Summer is a good time to get a fresh perspective on the world around you. For us as a community, we take it as a time to explore, connect and learn about activities that surround our mission here in Japan and home. This summer, different groups of international students, currently studying at TCU, embarked on various missions. Some went on summer mission trips around Japan, some in Nicaragua, others visited their home countries, and some visited alumni in their respective countries. The following entries are chapel presentations made by the students who visited Nepal and The Philippines during the 2017 summer vacation. They share about what they learnt from the alumni, those who have walked the TCU journey and are putting into practice what they learnt and gained in TCU and Japan during their time here.
Nepal – presented by Mandira Dangol
This summer we went to my home country, Nepal and had the pleasure of visiting Richan and Baileyna Karmacharya, and their five-year-old daughter named Sameka. Richan and Baileyna graduated from TCU in 2010 and 2011, respectively, were married in Japan, and then returned to serve in Nepal.
After the 2015 earthquake, TCU as a school supported them in prayer and financially. When we met them, they expressed gratitude for this support and continued relationship with TCU. Currently, Richan is teaching Japanese at a language school and also through private lessons. Baileyna teaches English at a middle-school. They both use these opportunities to share the gospel.
Seven months ago, the Karmacharyas began a house church in the centre of the city Bhaktapur. The city is filled with temples and the majority of the people are orthodox Hindus. The Karmacharyas shared that most churches are on the outskirts of the city because it is too difficult to start a church in the centre of the city. But they felt a calling to reach the Newar people who live in the area. They started a house church seven months ago with about ten people gathering to worship in Richan’s parents’ house. Since then it has grown and even two boys from non-Christian families have joined their Sunday school. When the Karmacharyas went to ask their families whether the boys could attend church, the mothers not only encouraged them to attend but also gave them the free choice to become Christians.
It is encouraging to see God’s work in growing the church, but now they need a larger space to worship. It is difficult to find a place because of religious opposition but they still show commitment to serving the Lord.
The Philippines – presented by Lauren Magaso
Philemon Mendoza, one of the pioneering alumni of the Act-es program and his family visited Japan last spring.
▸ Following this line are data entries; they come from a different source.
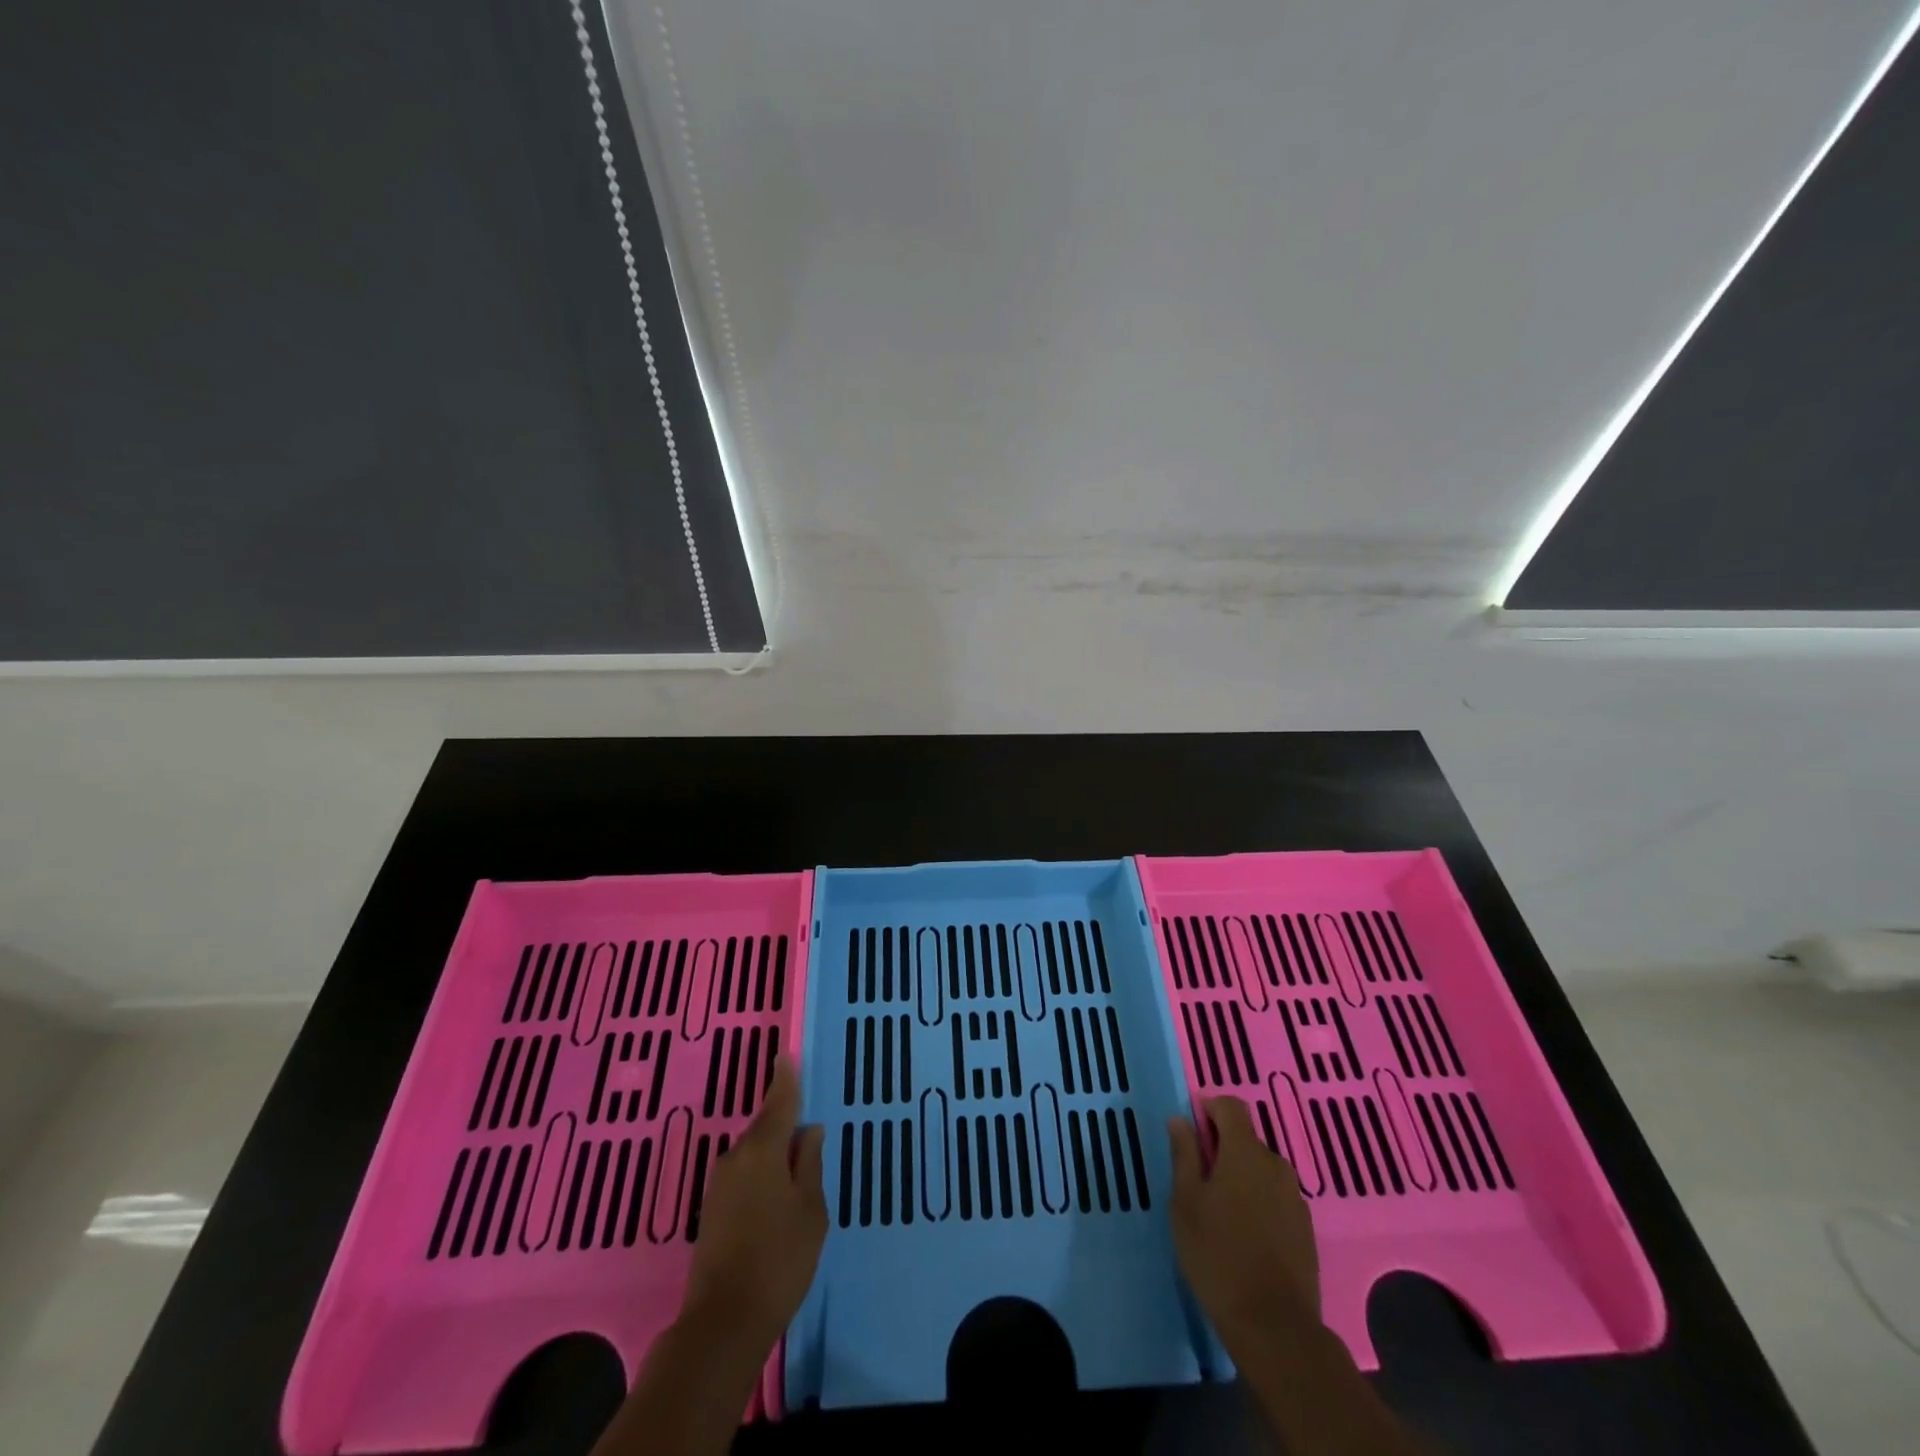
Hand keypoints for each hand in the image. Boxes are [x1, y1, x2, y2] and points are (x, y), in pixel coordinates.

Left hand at [681, 1055, 826, 1350]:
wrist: (723, 1323)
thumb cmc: (779, 1260)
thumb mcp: (810, 1210)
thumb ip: (810, 1165)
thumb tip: (809, 1131)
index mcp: (763, 1150)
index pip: (779, 1102)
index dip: (785, 1079)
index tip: (785, 1055)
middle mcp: (736, 1158)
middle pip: (764, 1127)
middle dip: (784, 1121)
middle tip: (806, 1121)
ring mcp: (719, 1185)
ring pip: (754, 1153)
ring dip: (773, 1152)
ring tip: (797, 1162)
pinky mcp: (712, 1211)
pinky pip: (744, 1175)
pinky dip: (762, 1173)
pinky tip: (776, 1191)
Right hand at [1168, 1095, 1321, 1341]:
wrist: (1274, 1326)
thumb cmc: (1218, 1255)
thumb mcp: (1186, 1202)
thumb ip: (1184, 1155)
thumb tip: (1181, 1119)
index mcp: (1246, 1152)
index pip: (1231, 1106)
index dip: (1210, 1108)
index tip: (1191, 1129)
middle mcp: (1276, 1165)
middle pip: (1247, 1139)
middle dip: (1223, 1148)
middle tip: (1198, 1178)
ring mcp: (1295, 1198)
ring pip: (1262, 1170)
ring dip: (1241, 1175)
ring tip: (1219, 1209)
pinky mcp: (1305, 1228)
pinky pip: (1276, 1197)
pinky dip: (1258, 1200)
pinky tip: (1244, 1233)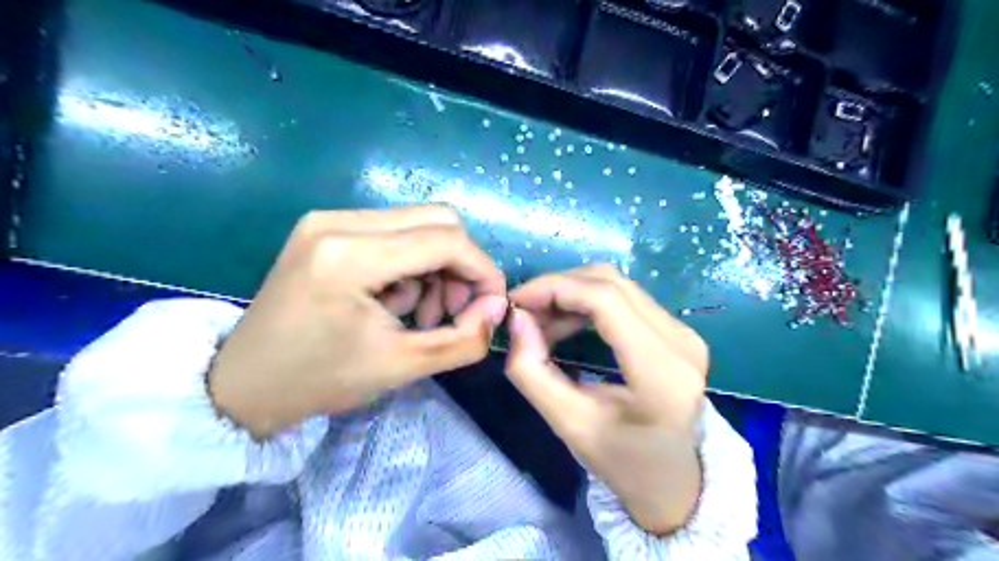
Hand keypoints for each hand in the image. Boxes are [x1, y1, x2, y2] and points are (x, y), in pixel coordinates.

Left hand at [211, 205, 507, 436]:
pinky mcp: (324, 228)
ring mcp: (327, 220)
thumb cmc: (319, 381)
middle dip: (461, 265)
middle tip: (455, 309)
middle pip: (437, 220)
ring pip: (417, 224)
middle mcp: (337, 222)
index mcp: (351, 257)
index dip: (482, 270)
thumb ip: (464, 339)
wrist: (243, 385)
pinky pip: (392, 232)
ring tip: (422, 312)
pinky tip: (396, 299)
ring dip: (436, 266)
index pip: (446, 240)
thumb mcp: (402, 367)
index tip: (491, 305)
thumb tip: (497, 307)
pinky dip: (411, 263)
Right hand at [505, 264, 705, 535]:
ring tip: (541, 321)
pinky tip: (566, 323)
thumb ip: (532, 373)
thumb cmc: (623, 463)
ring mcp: (684, 332)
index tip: (516, 302)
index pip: (605, 300)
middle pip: (610, 282)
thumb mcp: (569, 426)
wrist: (674, 481)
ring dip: (571, 293)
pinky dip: (588, 302)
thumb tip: (517, 319)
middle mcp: (681, 341)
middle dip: (558, 287)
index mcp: (662, 372)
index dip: (554, 288)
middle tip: (524, 312)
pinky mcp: (678, 331)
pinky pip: (625, 297)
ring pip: (617, 284)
Many of us here got an opportunity to listen to the message he shared in the chapel. But, beyond that, Kadama and I had the opportunity to spend some time with the family when we went to the Samurai Village, a trip which was facilitated by Yanagisawa sensei. We got to know more about the ministry that Philemon and his wife MayAnne were doing in the Philippines. We were moved by their warmth, kindness, and passion that they had for God and serving Him. They extended an invitation that we can visit their home and church anytime and our quick response was “say no more, see you this summer!”
It was quite a memorable experience as we got to travel together with our friends, Ann, Yu, Nem, Kyle, Minori and Nozomu and Mitsuki. We were warmly welcomed at Villa Carolina Bible Christian Church where Philemon serves as resident pastor. The message he preached on that Sunday was about faith that perseveres. The reading was taken from Hebrews 11:1-3 and altogether the message reminded us as a youth how important it is to retain our faith.
Talk about perfect timing. The Sunday of the 20th of August was a day of recognizing the youth and we got to join in this experience. We were handed gifts and we got to share a special meal of banana root karekare, adobo and senorita bananas which was just perfect for us as a people trying out new things. The fellowship time was wonderful, we got to learn some Filipino chants and play games and do a Bible quiz.
It was an encouragement to see the work that Philemon is doing; how he is reaching out to people; sharing the word of God; and how many people look up to him for guidance. I personally feel inspired to walk through this TCU journey diligently, graduate and use this knowledge that I am attaining to help others get to know more about the kingdom of God and at the same time, be able to defend my faith.